Vitamina D
… y cuando digo vitamina D me temo que podría decir Omega3, lactobacilos varios y demás enriquecedoras formas de enriquecer productos de enriquecidas empresas.
Hace unos años, en algún documental oí que la vitamina D era necesaria para los huesos, y que afortunadamente podíamos disponer de suficiente acopio de ella simplemente porque nuestro cuerpo la sintetiza a partir de la luz del sol.
Sin embargo, no hago más que ver anuncios en los que nos dicen que si no tomamos vitamina D en el ‘petisuís’, todo el calcio que tomemos irá directo al fondo del retrete, porque nuestro cuerpo no será capaz de asimilarlo, y nos romperemos en pedacitos descalcificados todos.
Y lo peor de todo es que no sale nadie a decir que eso es una soberana tontería. Lo mismo que tampoco anuncian que hay millones de personas, como yo, que no nos hemos vuelto transparentes por no tomar l.casei immunitas. Que también, tela…
Igual es que yo soy muy raro, pero siempre he pensado que el cuerpo humano es muy inteligente, mucho más que nosotros, y que con una vida moderadamente sana y una alimentación más o menos equilibrada, se las apaña la mar de bien solito, sin ayudas artificiales.
Yo opino que al cuerpo hay que ayudarlo cuando realmente lo necesita, y dejarlo estar cuando no. La mejor manera de ayudar a las defensas es dejando que las pequeñas heridas cicatricen solas, y no esterilizando hasta la barra de pan.
Y sí, hay veces en las que el cuerpo necesita ayuda, y hay que tomar medidas, pero sólo entonces. Porque, ¿Qué pasará con el sistema inmune de los niños criados a base de actimel y alimentos similares, cuyas defensas ni siquiera han tenido que pasar por el doloroso trance de enfrentarse a las cuatro bacterias adheridas a un chupete recogido del suelo mientras jugaba, cuando cojan un gripazo del quince? Pues que probablemente no estará entrenado, y dependerá de otro producto, y otra solución artificial para bregar con él.
… o quizás no, y soy yo el que se equivoca.
Por cierto, los del actimel hicieron un buen movimiento hace unos años, cuando reemplazaron la palabra Lactobacilo, con todo lo que ello significa (una simple bacteria, abundantíiisima en el intestino humano simplemente porque sí), por una L y unos dibujos animados disfrazados de policías salvadores del organismo.

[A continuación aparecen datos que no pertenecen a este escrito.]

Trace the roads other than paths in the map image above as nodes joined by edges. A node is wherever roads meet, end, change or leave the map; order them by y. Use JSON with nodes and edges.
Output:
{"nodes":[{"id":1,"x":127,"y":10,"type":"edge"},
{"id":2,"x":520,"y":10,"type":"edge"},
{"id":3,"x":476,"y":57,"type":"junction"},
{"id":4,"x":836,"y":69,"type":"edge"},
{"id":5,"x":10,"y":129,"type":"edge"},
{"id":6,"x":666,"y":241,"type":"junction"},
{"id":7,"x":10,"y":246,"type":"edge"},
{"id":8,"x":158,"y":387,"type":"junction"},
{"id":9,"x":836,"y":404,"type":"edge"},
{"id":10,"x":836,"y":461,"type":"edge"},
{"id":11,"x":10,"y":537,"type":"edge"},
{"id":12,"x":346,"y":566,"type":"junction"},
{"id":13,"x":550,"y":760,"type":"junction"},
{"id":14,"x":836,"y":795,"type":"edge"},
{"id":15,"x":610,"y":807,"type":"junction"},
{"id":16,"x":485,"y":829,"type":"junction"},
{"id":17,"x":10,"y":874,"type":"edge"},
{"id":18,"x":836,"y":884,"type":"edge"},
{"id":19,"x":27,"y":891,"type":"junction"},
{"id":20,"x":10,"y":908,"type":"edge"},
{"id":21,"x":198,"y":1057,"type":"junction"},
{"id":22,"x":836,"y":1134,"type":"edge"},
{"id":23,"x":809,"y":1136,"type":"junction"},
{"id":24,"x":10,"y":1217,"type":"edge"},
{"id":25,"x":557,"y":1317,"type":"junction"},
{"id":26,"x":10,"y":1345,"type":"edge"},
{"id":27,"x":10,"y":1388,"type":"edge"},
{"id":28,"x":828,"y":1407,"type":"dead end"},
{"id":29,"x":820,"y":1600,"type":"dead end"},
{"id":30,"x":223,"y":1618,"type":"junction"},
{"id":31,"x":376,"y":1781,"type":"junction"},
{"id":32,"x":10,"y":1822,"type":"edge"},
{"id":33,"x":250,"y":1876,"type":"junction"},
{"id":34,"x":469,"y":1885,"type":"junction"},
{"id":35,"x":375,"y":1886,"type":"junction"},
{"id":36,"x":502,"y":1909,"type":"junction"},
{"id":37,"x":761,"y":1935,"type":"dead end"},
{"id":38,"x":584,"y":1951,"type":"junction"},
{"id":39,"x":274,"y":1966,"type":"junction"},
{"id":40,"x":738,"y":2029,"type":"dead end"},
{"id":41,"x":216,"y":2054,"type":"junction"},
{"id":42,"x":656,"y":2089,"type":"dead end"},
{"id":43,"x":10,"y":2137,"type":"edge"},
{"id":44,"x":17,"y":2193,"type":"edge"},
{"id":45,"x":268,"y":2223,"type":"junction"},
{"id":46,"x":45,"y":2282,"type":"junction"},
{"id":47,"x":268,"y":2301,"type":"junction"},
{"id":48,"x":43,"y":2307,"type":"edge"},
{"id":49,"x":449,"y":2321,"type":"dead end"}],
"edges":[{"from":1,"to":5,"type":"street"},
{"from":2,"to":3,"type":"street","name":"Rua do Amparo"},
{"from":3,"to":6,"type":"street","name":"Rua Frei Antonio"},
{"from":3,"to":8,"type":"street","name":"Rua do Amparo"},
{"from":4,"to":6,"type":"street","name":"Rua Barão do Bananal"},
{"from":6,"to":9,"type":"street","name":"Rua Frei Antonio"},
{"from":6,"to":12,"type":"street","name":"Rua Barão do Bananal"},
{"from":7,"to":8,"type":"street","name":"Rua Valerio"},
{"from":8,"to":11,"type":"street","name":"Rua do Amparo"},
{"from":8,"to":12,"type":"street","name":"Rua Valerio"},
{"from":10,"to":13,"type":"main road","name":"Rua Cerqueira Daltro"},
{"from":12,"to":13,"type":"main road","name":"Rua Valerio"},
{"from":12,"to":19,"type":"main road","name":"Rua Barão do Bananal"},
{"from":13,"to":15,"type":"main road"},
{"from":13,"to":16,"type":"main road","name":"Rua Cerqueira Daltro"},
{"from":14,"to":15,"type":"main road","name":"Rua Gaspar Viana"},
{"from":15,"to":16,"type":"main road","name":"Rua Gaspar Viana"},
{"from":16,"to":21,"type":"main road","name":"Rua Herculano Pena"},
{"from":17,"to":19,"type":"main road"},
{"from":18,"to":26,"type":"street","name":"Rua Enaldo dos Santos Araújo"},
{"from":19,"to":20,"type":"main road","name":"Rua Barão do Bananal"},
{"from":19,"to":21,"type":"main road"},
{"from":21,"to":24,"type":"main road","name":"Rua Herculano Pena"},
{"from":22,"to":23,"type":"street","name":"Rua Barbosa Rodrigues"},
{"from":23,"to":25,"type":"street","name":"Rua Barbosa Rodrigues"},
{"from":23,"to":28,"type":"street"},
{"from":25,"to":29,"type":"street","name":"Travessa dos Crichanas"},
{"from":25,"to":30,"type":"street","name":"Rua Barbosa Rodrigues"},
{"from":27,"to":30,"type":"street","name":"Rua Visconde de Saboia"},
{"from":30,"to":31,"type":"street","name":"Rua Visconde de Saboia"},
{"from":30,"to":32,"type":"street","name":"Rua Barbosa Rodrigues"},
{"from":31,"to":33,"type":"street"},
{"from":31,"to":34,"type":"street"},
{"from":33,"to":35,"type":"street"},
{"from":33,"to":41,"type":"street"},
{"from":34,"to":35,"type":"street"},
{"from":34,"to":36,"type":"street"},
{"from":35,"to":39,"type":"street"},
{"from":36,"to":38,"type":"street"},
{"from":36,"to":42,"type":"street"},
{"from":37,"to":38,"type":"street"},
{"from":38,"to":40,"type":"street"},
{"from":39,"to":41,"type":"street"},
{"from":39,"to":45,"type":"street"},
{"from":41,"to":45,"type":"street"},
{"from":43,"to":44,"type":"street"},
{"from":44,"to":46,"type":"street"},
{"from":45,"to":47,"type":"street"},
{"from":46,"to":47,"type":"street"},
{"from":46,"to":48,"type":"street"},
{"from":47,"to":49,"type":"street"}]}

En resumen: Que hay gente que patológicamente tiene alto el colesterol y muchas veces la dieta (o la disciplina) no son suficientes, y bienvenido sea el benecol. Y habrá otras en las que algún problema haga que alguien necesite vitamina D, en cuyo caso bienvenidos los ‘petisuis’, y otras en las que después de tomar antibióticos sea más que recomendable tomar el actimel famoso, lo mismo que antes nos recomendaban tomar yogur. Pues también.
Pero… ¿mientras tanto?
Por cierto, cuando me encuentro ‘flojo’, tomo multicentrum, aunque sólo sea como placebo, y compro la leche esa con calcio, calcio, de leche, leche, por si acaso el resto de alimentos que tomo no tienen suficiente.